The problem is that the UK approach is horrible to live with. It comes with none of the imagined conveniences you’d think “freedom” entails. Indeed, to keep the number of deaths “acceptable” (ie. around 70 a day), all the inconveniences of infection control are still present. If you’re a close contact of an infected person, you still have to self-isolate for 14 days. And because 30,000 people a day are getting it, that means it’s much, much, much more convenient to not go out much. To still work from home. To not go to large public gatherings. Britain may no longer be in government-imposed lockdown, but it’s almost worse: they’re in a constant state of self-imposed lockdown. There’s no freedom, just fear and inconvenience. No hope for a real normal. That’s Morrison’s plan for Australia.

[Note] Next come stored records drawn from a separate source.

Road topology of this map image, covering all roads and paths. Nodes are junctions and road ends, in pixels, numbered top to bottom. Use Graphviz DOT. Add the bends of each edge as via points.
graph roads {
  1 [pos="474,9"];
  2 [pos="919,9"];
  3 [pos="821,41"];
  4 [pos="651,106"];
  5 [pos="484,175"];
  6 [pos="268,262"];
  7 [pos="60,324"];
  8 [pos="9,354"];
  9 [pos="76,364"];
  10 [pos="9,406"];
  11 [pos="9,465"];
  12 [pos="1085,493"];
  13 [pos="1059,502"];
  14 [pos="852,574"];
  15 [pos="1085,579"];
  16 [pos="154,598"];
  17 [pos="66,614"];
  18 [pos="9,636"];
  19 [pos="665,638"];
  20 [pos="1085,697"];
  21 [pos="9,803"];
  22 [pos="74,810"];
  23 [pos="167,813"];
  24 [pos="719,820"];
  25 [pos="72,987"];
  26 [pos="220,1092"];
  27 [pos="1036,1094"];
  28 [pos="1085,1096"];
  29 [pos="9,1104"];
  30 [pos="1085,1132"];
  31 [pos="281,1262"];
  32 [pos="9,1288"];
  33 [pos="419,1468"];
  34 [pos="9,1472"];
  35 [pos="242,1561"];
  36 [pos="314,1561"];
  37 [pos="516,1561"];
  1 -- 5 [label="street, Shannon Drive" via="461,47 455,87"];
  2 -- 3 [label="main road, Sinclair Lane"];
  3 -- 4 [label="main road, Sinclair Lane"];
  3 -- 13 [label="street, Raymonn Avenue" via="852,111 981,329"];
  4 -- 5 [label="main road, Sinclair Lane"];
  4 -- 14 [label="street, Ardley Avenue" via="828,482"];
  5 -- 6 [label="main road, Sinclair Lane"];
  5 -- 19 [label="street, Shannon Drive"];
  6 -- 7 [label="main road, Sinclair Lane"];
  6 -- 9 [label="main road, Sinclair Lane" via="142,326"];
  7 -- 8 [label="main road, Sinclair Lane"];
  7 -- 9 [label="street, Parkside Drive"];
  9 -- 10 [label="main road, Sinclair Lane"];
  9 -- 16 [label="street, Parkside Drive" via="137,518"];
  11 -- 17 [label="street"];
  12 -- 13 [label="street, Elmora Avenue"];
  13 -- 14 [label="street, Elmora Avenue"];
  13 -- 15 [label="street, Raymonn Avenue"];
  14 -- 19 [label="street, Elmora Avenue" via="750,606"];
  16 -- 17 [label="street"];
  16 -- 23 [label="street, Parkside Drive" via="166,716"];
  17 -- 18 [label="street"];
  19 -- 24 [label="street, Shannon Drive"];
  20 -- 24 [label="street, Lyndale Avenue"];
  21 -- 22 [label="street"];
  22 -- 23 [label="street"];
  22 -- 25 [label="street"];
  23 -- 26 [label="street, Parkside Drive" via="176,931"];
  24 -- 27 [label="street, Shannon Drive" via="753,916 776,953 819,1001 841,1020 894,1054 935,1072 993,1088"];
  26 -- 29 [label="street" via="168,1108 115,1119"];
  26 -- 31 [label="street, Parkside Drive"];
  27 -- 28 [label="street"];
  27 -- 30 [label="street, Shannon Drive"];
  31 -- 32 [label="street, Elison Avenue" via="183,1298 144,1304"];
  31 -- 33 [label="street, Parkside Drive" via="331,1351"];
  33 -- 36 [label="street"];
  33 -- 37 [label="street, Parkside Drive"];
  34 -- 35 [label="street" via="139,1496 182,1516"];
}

Gladys, devoid of ability to clearly communicate a better plan, probably will end up going along with it, but the rest of Australia won’t. They’ll see the rest of the world, and by the time mid-November comes around and thresholds for vaccination are reached, it doesn’t matter how many stages the plan now has, they’re not going to move away from the short, sharp lockdowns. Why would they? The plan for letting Covid rip may be a great piece of political spin to give us Sydneysiders something to look forward to, but as a concept for the rest of Australia, it’s dead on arrival. Can you seriously imagine Victorians accepting coronavirus into their lives after more than 200 miserable days locked-down, trying to do the exact opposite? 

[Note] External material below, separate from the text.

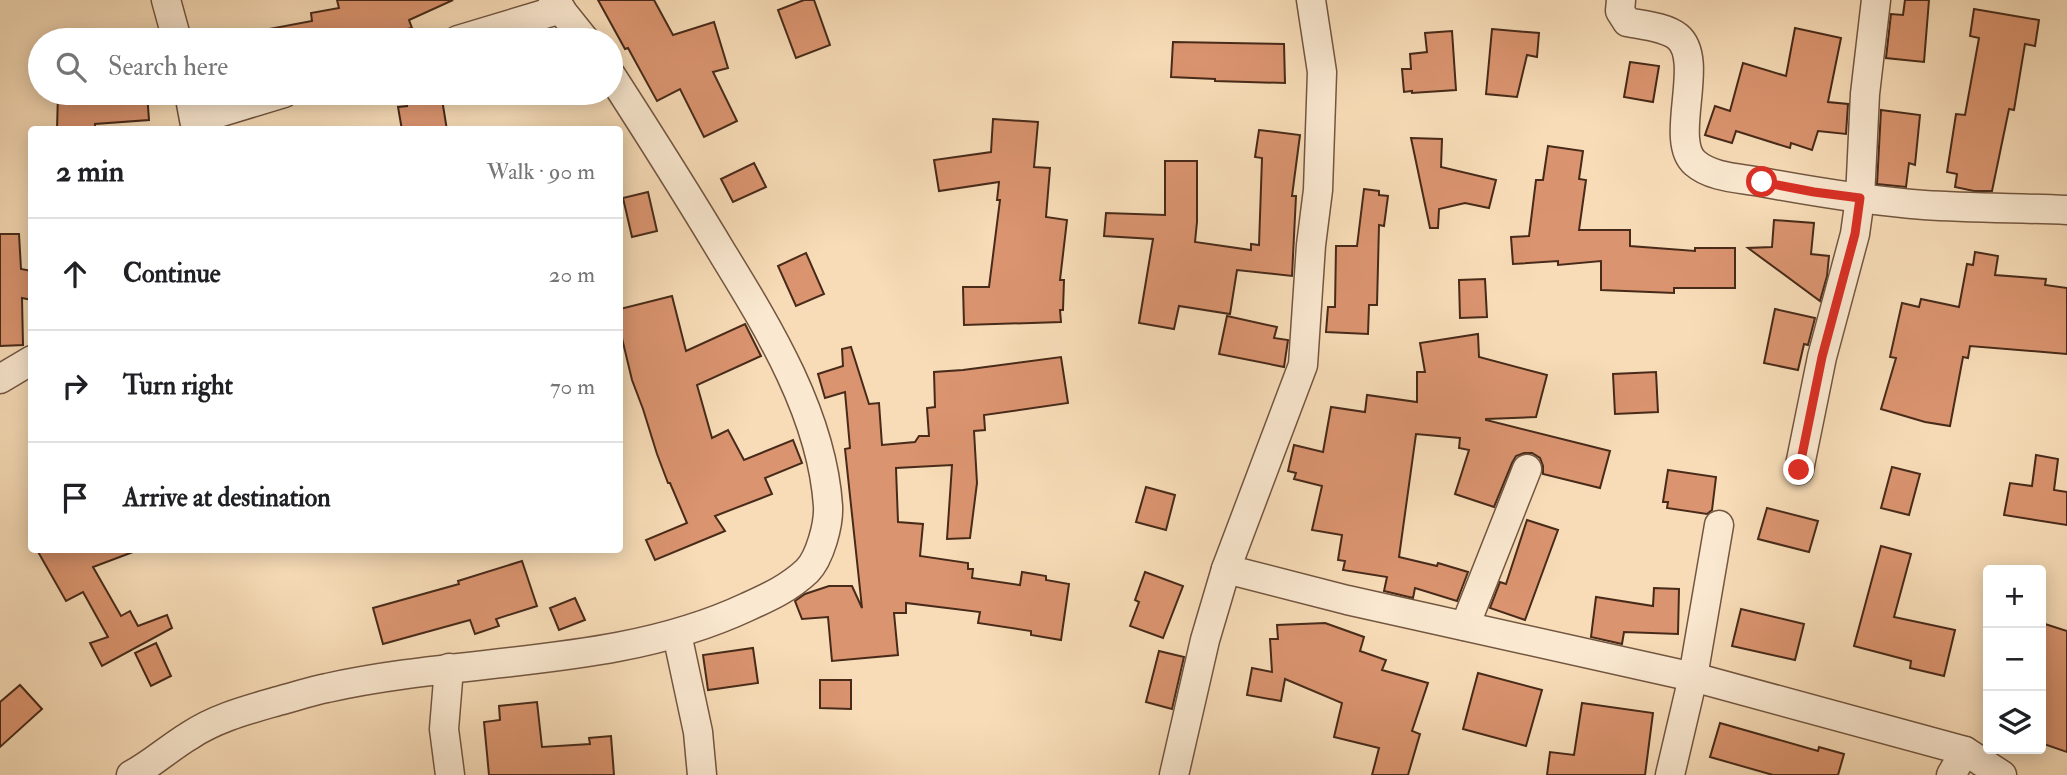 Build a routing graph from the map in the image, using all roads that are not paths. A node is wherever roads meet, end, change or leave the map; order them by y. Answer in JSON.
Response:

If NSW follows the “freedom” model and is awash with Delta at the end of the year, but every other state holds the line, the idea that vaccinated people from NSW will be able to pop across the border and hug their elderly relatives in Melbourne is just not going to happen.

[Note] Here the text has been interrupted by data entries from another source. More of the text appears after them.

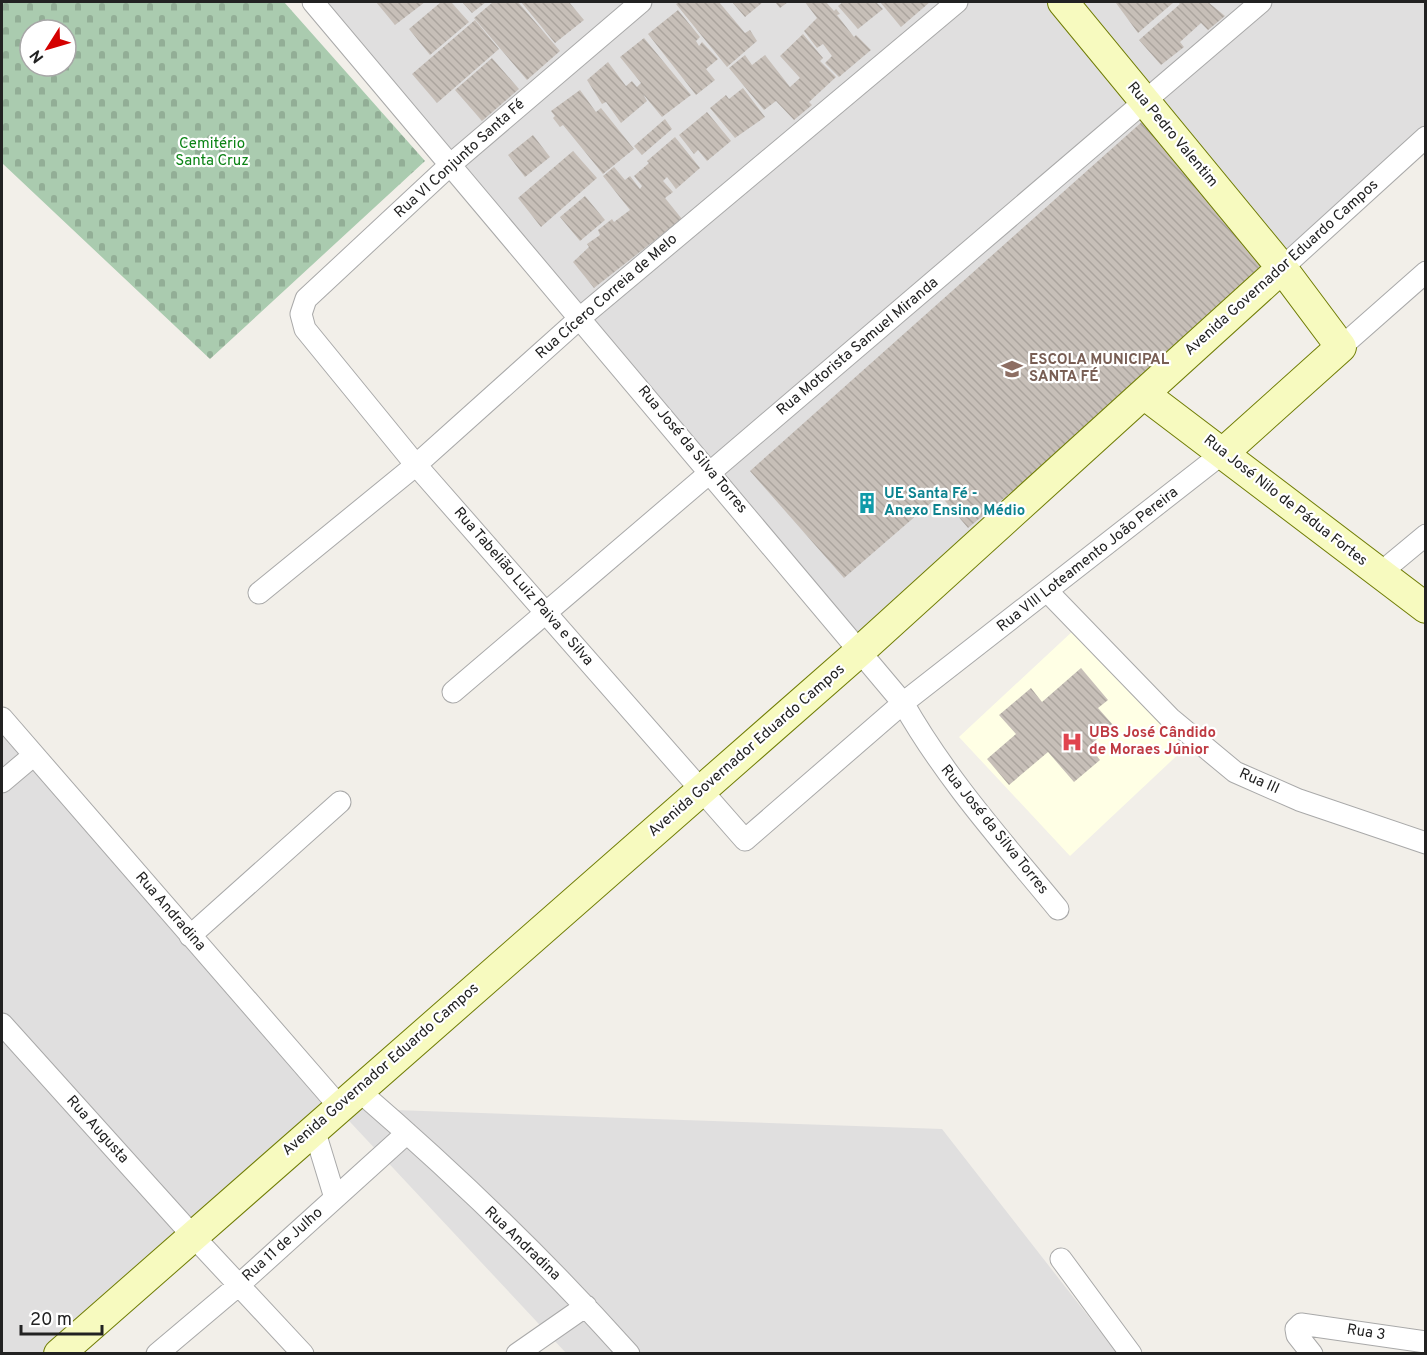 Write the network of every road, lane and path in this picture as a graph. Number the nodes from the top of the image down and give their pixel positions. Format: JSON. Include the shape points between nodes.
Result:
{"nodes":[{"id":1,"x":641,"y":2,"type":"edge"},
{"id":2,"x":957,"y":2,"type":"edge"},
{"id":3,"x":1063,"y":2,"type":"edge"},
{"id":4,"x":1261,"y":2,"type":"edge"},
{"id":5,"x":322,"y":4,"type":"edge"},
{"id":6,"x":1145,"y":103,"type":"junction"},
{"id":7,"x":1425,"y":137,"type":"edge"},
{"id":8,"x":450,"y":165,"type":"junction"},
{"id":9,"x":1282,"y":268,"type":"junction"},
{"id":10,"x":1425,"y":272,"type":"edge"},
{"id":11,"x":580,"y":318,"type":"junction"},
{"id":12,"x":305,"y":329,"type":"joint"},
{"id":13,"x":1341,"y":347,"type":"junction"},
{"id":14,"x":1144,"y":394,"type":"junction"},
{"id":15,"x":1223,"y":453,"type":"junction"},
{"id":16,"x":416,"y":465,"type":"junction"},
{"id":17,"x":711,"y":472,"type":"junction"},
{"id":18,"x":1425,"y":535,"type":"edge"},
{"id":19,"x":1379,"y":574,"type":"junction"},
{"id":20,"x":1048,"y":592,"type":"junction"},
{"id":21,"x":259,"y":593,"type":"dead end"},
{"id":22,"x":1425,"y":608,"type":"edge"},
{"id":23,"x":546,"y":613,"type":"junction"},
{"id":24,"x":859,"y":652,"type":"junction"},
{"id":25,"x":453,"y":692,"type":"dead end"},
{"id":26,"x":903,"y":703,"type":"junction"},
{"id":27,"x":2,"y":718,"type":"edge"},
{"id":28,"x":34,"y":755,"type":"junction"},
{"id":29,"x":2,"y":782,"type":"edge"},
{"id":30,"x":701,"y":793,"type":"junction"},
{"id":31,"x":340,"y":802,"type":"dead end"},
{"id":32,"x":744,"y":840,"type":"joint"},
{"id":33,"x":1425,"y":843,"type":"edge"},
{"id":34,"x":1058,"y":909,"type":"dead end"},
{"id":35,"x":190,"y":936,"type":"junction"},
{"id":36,"x":2,"y":1024,"type":"edge"},
{"id":37,"x":349,"y":1098,"type":"junction"},
{"id":38,"x":314,"y":1129,"type":"junction"},
{"id":39,"x":407,"y":1133,"type":"junction"},
{"id":40,"x":335,"y":1198,"type":"junction"},
{"id":41,"x":193,"y":1236,"type":"junction"},
{"id":42,"x":1060,"y":1259,"type":"dead end"},
{"id":43,"x":240,"y":1284,"type":"junction"},
{"id":44,"x":586,"y":1306,"type":"junction"},
{"id":45,"x":1425,"y":1342,"type":"edge"},
{"id":46,"x":59,"y":1353,"type":"edge"},
{"id":47,"x":157,"y":1353,"type":"edge"},
{"id":48,"x":303,"y":1353,"type":"edge"},
{"id":49,"x":517,"y":1353,"type":"edge"},
{"id":50,"x":629,"y":1353,"type":"edge"},
{"id":51,"x":1131,"y":1353,"type":"edge"},
{"id":52,"x":1312,"y":1353,"type":"edge"}],
"edges":[{"from":1,"to":8,"type":"street","name":"Rua VI Conjunto Santa Fé"},
{"from":2,"to":11,"type":"street","name":"Rua Cícero Correia de Melo"},
{"from":3,"to":6,"type":"street","name":"Rua Pedro Valentim"},
{"from":4,"to":6,"type":"street","name":"Rua Motorista Samuel Miranda"},
{"from":5,"to":8,"type":"street","name":"Rua José da Silva Torres"},
{"from":6,"to":9,"type":"street","name":"Rua Pedro Valentim"},
{"from":6,"to":17,"type":"street","name":"Rua Motorista Samuel Miranda"},
{"from":7,"to":9,"type":"street","name":"Avenida Governador Eduardo Campos"},
{"from":8,"to":11,"type":"street","name":"Rua José da Silva Torres"},
{"from":8,"to":12,"type":"street","name":"Rua VI Conjunto Santa Fé","via":[[306,298],[301,314]]},
{"from":9,"to":13,"type":"street","name":"Rua Pedro Valentim"},
{"from":9,"to":14,"type":"street","name":"Avenida Governador Eduardo Campos"},
{"from":10,"to":13,"type":"street","name":"Rua VIII Loteamento João Pereira"},
{"from":11,"to":16,"type":"street","name":"Rua Cícero Correia de Melo"},
{"from":11,"to":17,"type":"street","name":"Rua José da Silva Torres"},
{"from":12,"to":16,"type":"street","name":"Rua Tabelião Luiz Paiva e Silva"},
{"from":13,"to":15,"type":"street","name":"Rua VIII Loteamento João Pereira"},
{"from":14,"to":15,"type":"street","name":"Rua José Nilo de Pádua Fortes"},
{"from":14,"to":24,"type":"street","name":"Avenida Governador Eduardo Campos"},
{"from":15,"to":19,"type":"street","name":"Rua José Nilo de Pádua Fortes"},
{"from":15,"to":20,"type":"street","name":"Rua VIII Loteamento João Pereira"},
{"from":16,"to":21,"type":"street","name":"Rua Cícero Correia de Melo"},
{"from":16,"to":23,"type":"street","name":"Rua Tabelião Luiz Paiva e Silva"},
{"from":17,"to":23,"type":"street","name":"Rua Motorista Samuel Miranda"},
{"from":17,"to":24,"type":"street","name":"Rua José da Silva Torres"},
{"from":18,"to":19,"type":"street"},
{"from":19,"to":22,"type":"street","name":"Rua José Nilo de Pádua Fortes"},
{"from":20,"to":26,"type":"street","name":"Rua VIII Loteamento João Pereira"},
{"from":20,"to":33,"type":"street","name":"Rua III","via":[[1170,718],[1235,772],[1299,800]]},
{"from":23,"to":25,"type":"street","name":"Rua Motorista Samuel Miranda"},
{"from":23,"to":30,"type":"street","name":"Rua Tabelião Luiz Paiva e Silva"},
{"from":24,"to":26,"type":"street","name":"Rua José da Silva Torres"},
{"from":24,"to":30,"type":"street","name":"Avenida Governador Eduardo Campos"},
{"from":26,"to":32,"type":"street","name":"Rua VIII Loteamento João Pereira"},
{"from":26,"to":34,"type":"street","name":"Rua José da Silva Torres","via":[[927,746],[958,788]]},
{"from":27,"to":28,"type":"street","name":"Rua Andradina"},
{"from":28,"to":29,"type":"street"},
{"from":28,"to":35,"type":"street","name":"Rua Andradina"},
{"from":30,"to":32,"type":"street","name":"Rua Tabelião Luiz Paiva e Silva"},
{"from":30,"to":37,"type":"street","name":"Avenida Governador Eduardo Campos"},
{"from":31,"to":35,"type":"street"},
{"from":35,"to":37,"type":"street","name":"Rua Andradina"},
{"from":36,"to":41,"type":"street","name":"Rua Augusta"},
{"from":37,"to":38,"type":"street","name":"Avenida Governador Eduardo Campos"},
{"from":37,"to":39,"type":"street","name":"Rua Andradina"},
{"from":38,"to":40,"type":"street"},
{"from":38,"to":41,"type":"street","name":"Avenida Governador Eduardo Campos"},
{"from":39,"to":40,"type":"street","name":"Rua 11 de Julho"},
{"from":39,"to":44,"type":"street","name":"Rua Andradina"},
{"from":40,"to":43,"type":"street","name":"Rua 11 de Julho"},
{"from":41,"to":43,"type":"street"},
{"from":41,"to":46,"type":"street","name":"Avenida Governador Eduardo Campos"},
{"from":42,"to":51,"type":"street"},
{"from":43,"to":47,"type":"street","name":"Rua 11 de Julho"},
{"from":43,"to":48,"type":"street"},
{"from":44,"to":49,"type":"street"},
{"from":44,"to":50,"type":"street","name":"Rua Andradina"},
{"from":45,"to":52,"type":"street","name":"Rua 3","via":[[1298,1326],[1296,1332]]}]}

And anyone returning from overseas, no matter how vaccinated, will still need to quarantine. A week in Bali is off the table. Australia’s border will remain effectively shut.

There are lots of reasons why the let it rip strategy is such a tragic choice for Berejiklian to be leaning towards, egged on by an ebullient Morrison. She must hold the line. 

Delta is a terrible disease even if you don’t die. A study in the UK suggests that if you get hospitalised from Covid, on average it knocks 7 IQ points off your brain function. Even for those not in ICU, it still shaved 3.5 IQ points off on average. By comparison, lead poisoning knocks 2 points off.

Nobody can be certain about much in any of this. Who knows why Berejiklian didn’t move faster when Delta struck Bondi? A mixture of hubris, ideology, a year of sniping at Victoria, and a tricky Cabinet, I presume. 

What is clear is that NSW is the exception, and the other states are the rule. If you don’t have Delta washing through your population already, it’s definitely a good idea to try and keep it that way.

There’s still an opportunity for Berejiklian to not fall again for the grifter.

Morrison’s tale of false hope,  dangerously peddled to his struggling NSW counterpart, is not designed to help NSW: it’s to give him a hopeful vision to spruik into the next election, allowing him to escape the history of his Prime Ministership: meandering somnolently between incompetence and irrelevance. 

Letting Delta rip in Sydney is a terrible vision that, if played out, will further tear this country apart. Thanks to the Morrison Certainty Principle, I can state that with absolute certainty.